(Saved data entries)
========================================================================

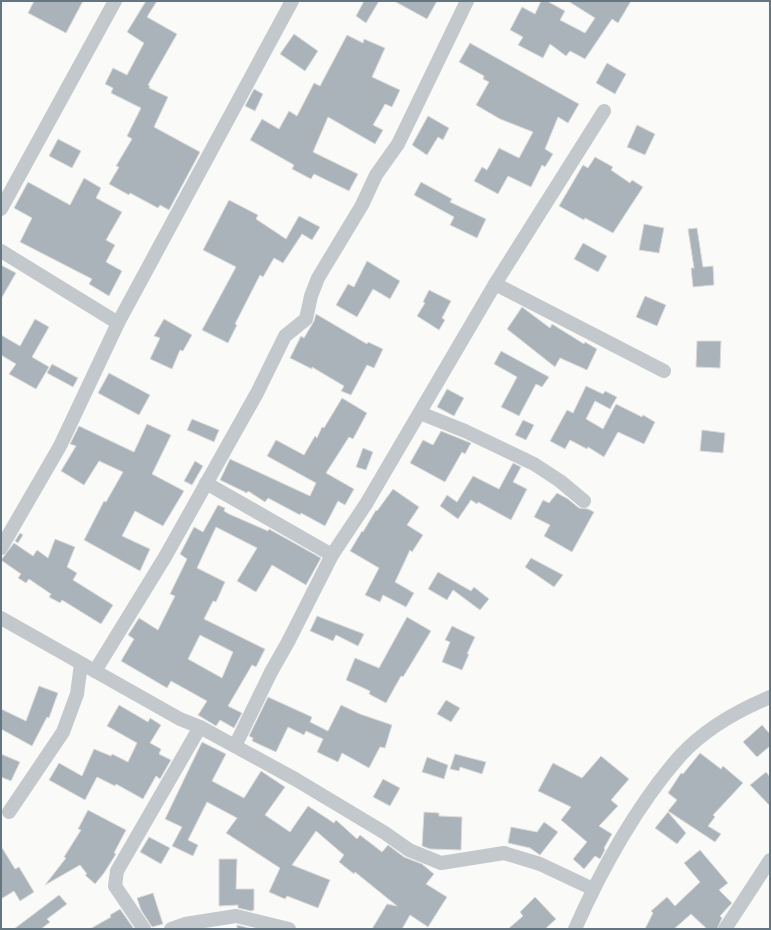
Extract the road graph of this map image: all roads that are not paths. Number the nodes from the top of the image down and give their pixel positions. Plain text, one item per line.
1 (115, 1) edge
2 (292, 1) edge
3 (468, 1) edge
4 (604, 111) dead end
5 (1, 209) edge
6 (1, 251) edge
7 (496, 284) junction
8 (118, 323) junction
9 (664, 371) dead end
10 (420, 413) junction
11 (206, 483) junction
12 (584, 501) dead end
13 (1, 548) edge
14 (332, 555) junction
15 (1, 618) edge
16 (82, 664) junction
17 (95, 671) junction
18 (770, 697) edge
19 (200, 727) junction
20 (235, 746) junction
21 (9, 812) dead end
22 (770, 860) edge
23 (593, 889) junction
24 (268, 927) edge
25 (144, 929) edge
26 (171, 929) edge
27 (289, 929) edge
28 (575, 929) edge
29 (725, 929) edge

1 - 5 street
2 - 8 street
3 - 11 street
4 - 7 street
6 - 8 street
7 - 9 street
7 - 10 street
8 - 13 street
10 - 12 street
10 - 14 street
11 - 14 street
11 - 17 street
14 - 20 street
15 - 16 street
16 - 17 street
16 - 21 street
17 - 19 street
18 - 23 street
19 - 20 street
19 - 25 street
20 - 23 street
22 - 29 street
23 - 28 street
24 - 26 street
24 - 27 street

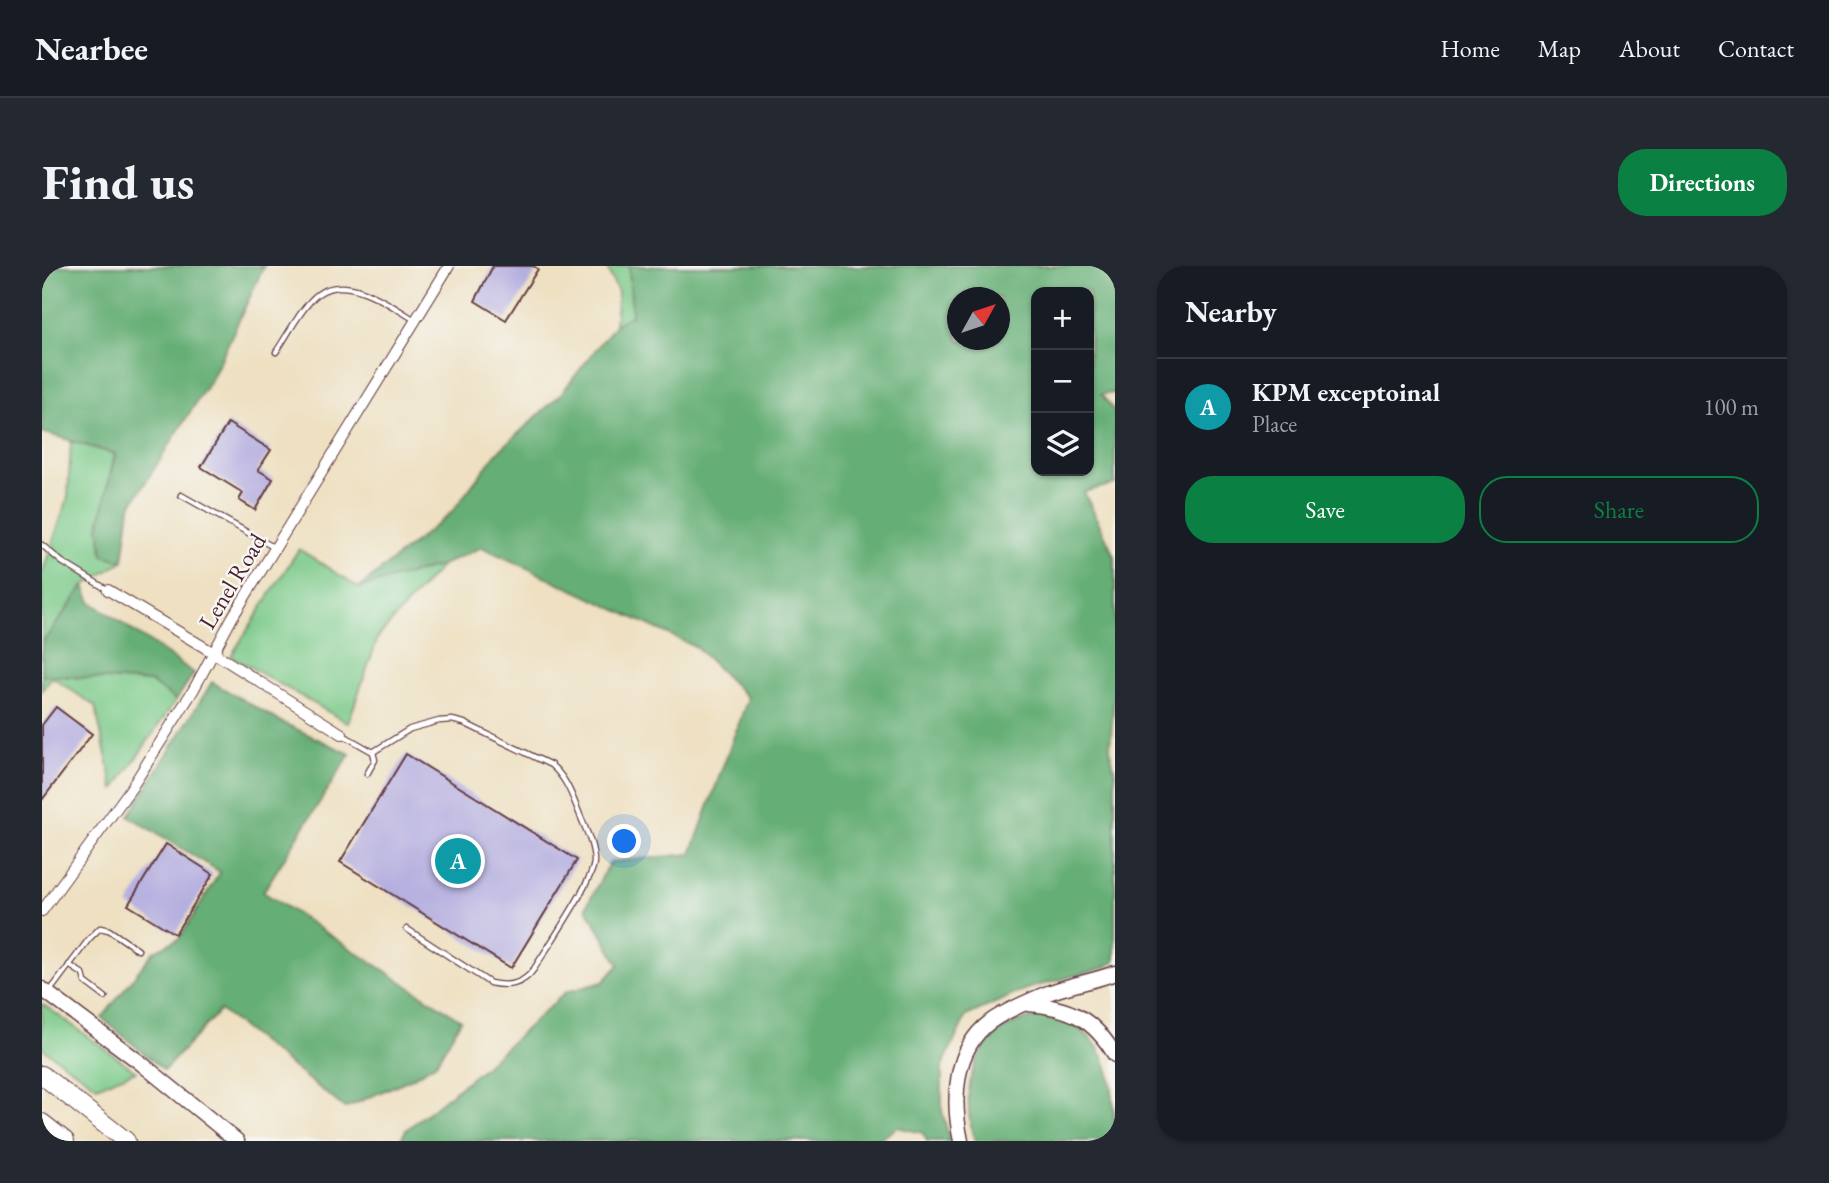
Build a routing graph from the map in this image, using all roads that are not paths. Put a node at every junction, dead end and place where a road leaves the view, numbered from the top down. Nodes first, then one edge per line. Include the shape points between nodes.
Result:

========================================================================

> Work request
Could you write all the entries out again exactly, but without their pictures?

> Task response
Extract the road graph of this map image: all roads that are not paths. Number the nodes from the top of the image down and give their pixel positions. Plain text, one item per line.
1 (115, 1) edge
2 (292, 1) edge
3 (468, 1) edge
4 (604, 111) dead end
5 (1, 209) edge
6 (1, 251) edge
7 (496, 284) junction
8 (118, 323) junction
9 (664, 371) dead end
10 (420, 413) junction
11 (206, 483) junction
12 (584, 501) dead end
13 (1, 548) edge
14 (332, 555) junction
15 (1, 618) edge
16 (82, 664) junction
17 (95, 671) junction
18 (770, 697) edge
19 (200, 727) junction
20 (235, 746) junction
21 (9, 812) dead end
22 (770, 860) edge
23 (593, 889) junction
24 (268, 927) edge
25 (144, 929) edge
26 (171, 929) edge
27 (289, 929) edge
28 (575, 929) edge
29 (725, 929) edge

1 - 5 street
2 - 8 street
3 - 11 street
4 - 7 street
6 - 8 street
7 - 9 street
7 - 10 street
8 - 13 street
10 - 12 street
10 - 14 street
11 - 14 street
11 - 17 street
14 - 20 street
15 - 16 street
16 - 17 street
16 - 21 street
17 - 19 street
18 - 23 street
19 - 20 street
19 - 25 street
20 - 23 street
22 - 29 street
23 - 28 street
24 - 26 street
24 - 27 street

Build a routing graph from the map in this image, using all roads that are not paths. Put a node at every junction, dead end and place where a road leaves the view, numbered from the top down. Nodes first, then one edge per line. Include the shape points between nodes.
Result:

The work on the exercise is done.